*** Opening of AVAILABLE DATA ***

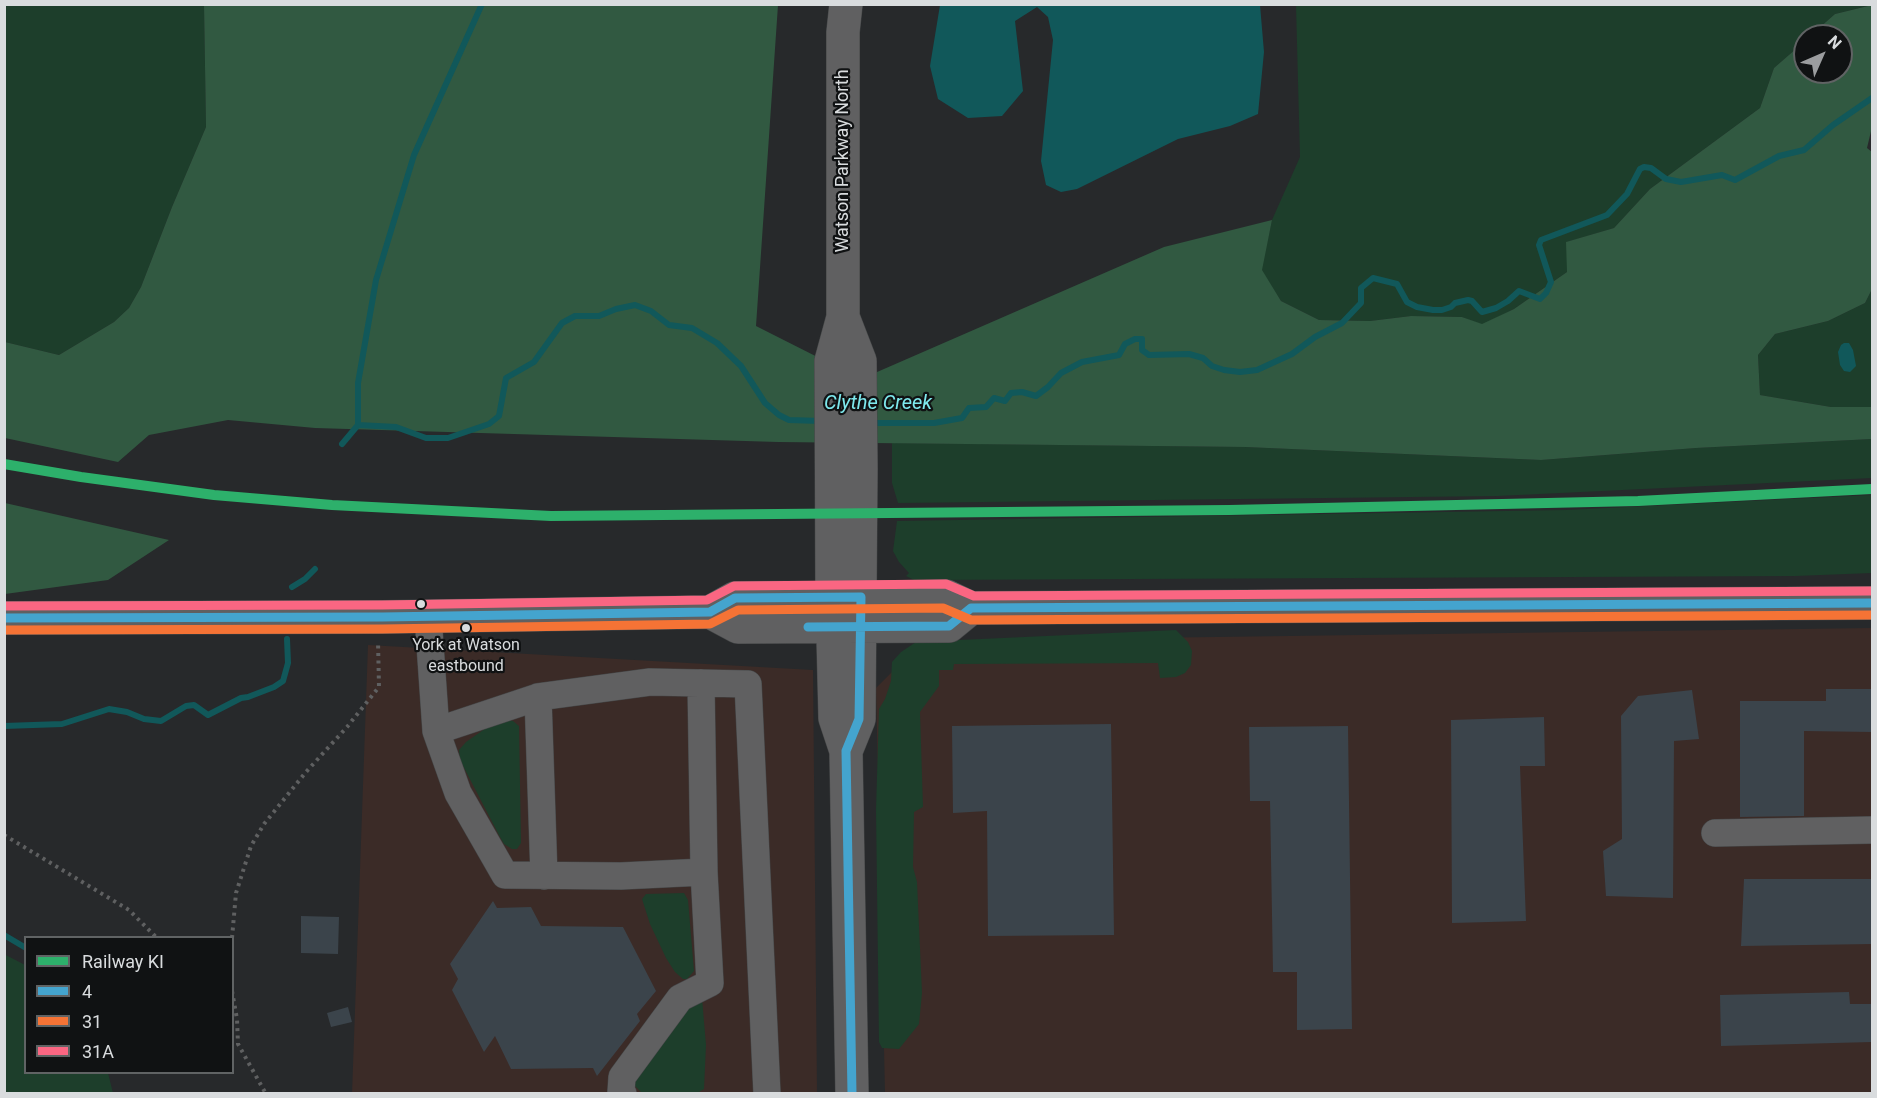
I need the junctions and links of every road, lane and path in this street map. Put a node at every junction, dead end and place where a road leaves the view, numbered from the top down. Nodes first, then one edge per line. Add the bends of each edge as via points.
1 (846, 4) edge
2 (1872, 603) edge
3 (846, 612) junction
4 (428, 616) junction
5 (378, 617) junction
6 (4, 618) edge
7 (701, 683) junction
8 (538, 697) junction
9 (436, 731) junction
10 (1872, 830) edge
11 (1715, 832) dead end
12 (4, 835) edge
13 (704, 872) junction
14 (544, 876) junction
15 (155, 936) edge
16 (232, 936) edge
17 (234, 1002) edge
18 (234, 1042) edge
19 (238, 1044) junction
20 (266, 1094) edge
21 (623, 1094) edge
22 (767, 1094) edge
23 (852, 1094) edge

1 - 3 main road, Watson Parkway North via 843,317 860,361 846,392
2 - 3 main road via 971,608 946,596
3 - 4 main road via 738,627 710,612
3 - 23 main road, Watson Parkway North via 835,718 846,751
4 - 5 main road
4 - 9 lane
5 - 6 main road
5 - 16 path via 379,687 264,824 251,846 236,893
7 - 8 lane via 650,682
7 - 13 lane
7 - 22 lane via 748,684
8 - 9 lane
8 - 14 lane
9 - 14 lane via 458,793 505,875
10 - 11 lane
12 - 15 path via 129,910
13 - 14 lane
13 - 21 lane via 710,983 680,998 622,1077
17 - 19 path
18 - 19 path
19 - 20 path

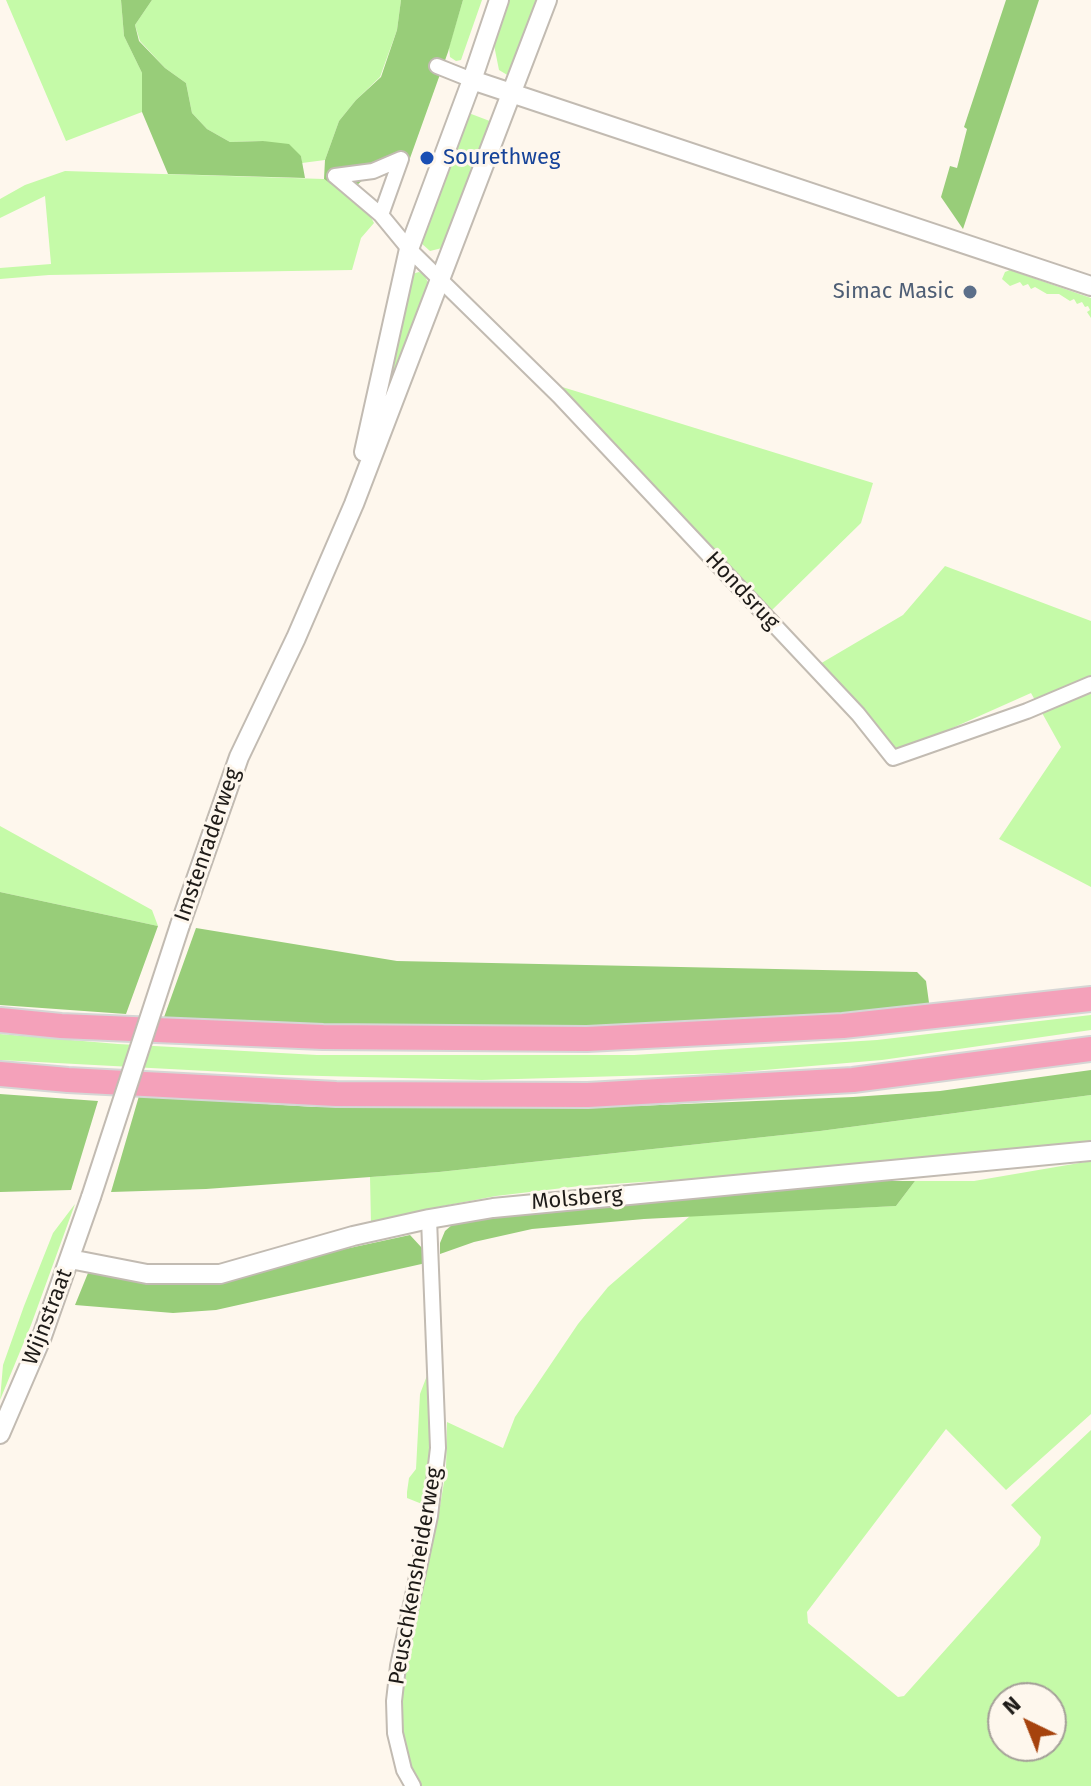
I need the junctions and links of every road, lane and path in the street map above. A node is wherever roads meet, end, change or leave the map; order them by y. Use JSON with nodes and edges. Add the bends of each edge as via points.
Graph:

*** Close of AVAILABLE DATA ***

■ WHAT TO WORK ON
Leave out the pictures and transcribe the entries above exactly.

■ TASK ANSWER
I need the junctions and links of every road, lane and path in this street map. Put a node at every junction, dead end and place where a road leaves the view, numbered from the top down. Nodes first, then one edge per line. Add the bends of each edge as via points.
1 (846, 4) edge
2 (1872, 603) edge
3 (846, 612) junction
4 (428, 616) junction
5 (378, 617) junction
6 (4, 618) edge
7 (701, 683) junction
8 (538, 697) junction
9 (436, 731) junction
10 (1872, 830) edge
11 (1715, 832) dead end
12 (4, 835) edge
13 (704, 872) junction
14 (544, 876) junction
15 (155, 936) edge
16 (232, 936) edge
17 (234, 1002) edge
18 (234, 1042) edge
19 (238, 1044) junction
20 (266, 1094) edge
21 (623, 1094) edge
22 (767, 1094) edge
23 (852, 1094) edge

1 - 3 main road, Watson Parkway North via 843,317 860,361 846,392
2 - 3 main road via 971,608 946,596
3 - 4 main road via 738,627 710,612
3 - 23 main road, Watson Parkway North via 835,718 846,751
4 - 5 main road
4 - 9 lane
5 - 6 main road
5 - 16 path via 379,687 264,824 251,846 236,893
7 - 8 lane via 650,682
7 - 13 lane
7 - 22 lane via 748,684
8 - 9 lane
8 - 14 lane
9 - 14 lane via 458,793 505,875
10 - 11 lane
12 - 15 path via 129,910
13 - 14 lane
13 - 21 lane via 710,983 680,998 622,1077
17 - 19 path
18 - 19 path
19 - 20 path

I need the junctions and links of every road, lane and path in the street map above. A node is wherever roads meet, end, change or leave the map; order them by y. Use JSON with nodes and edges. Add the bends of each edge as via points.
Graph:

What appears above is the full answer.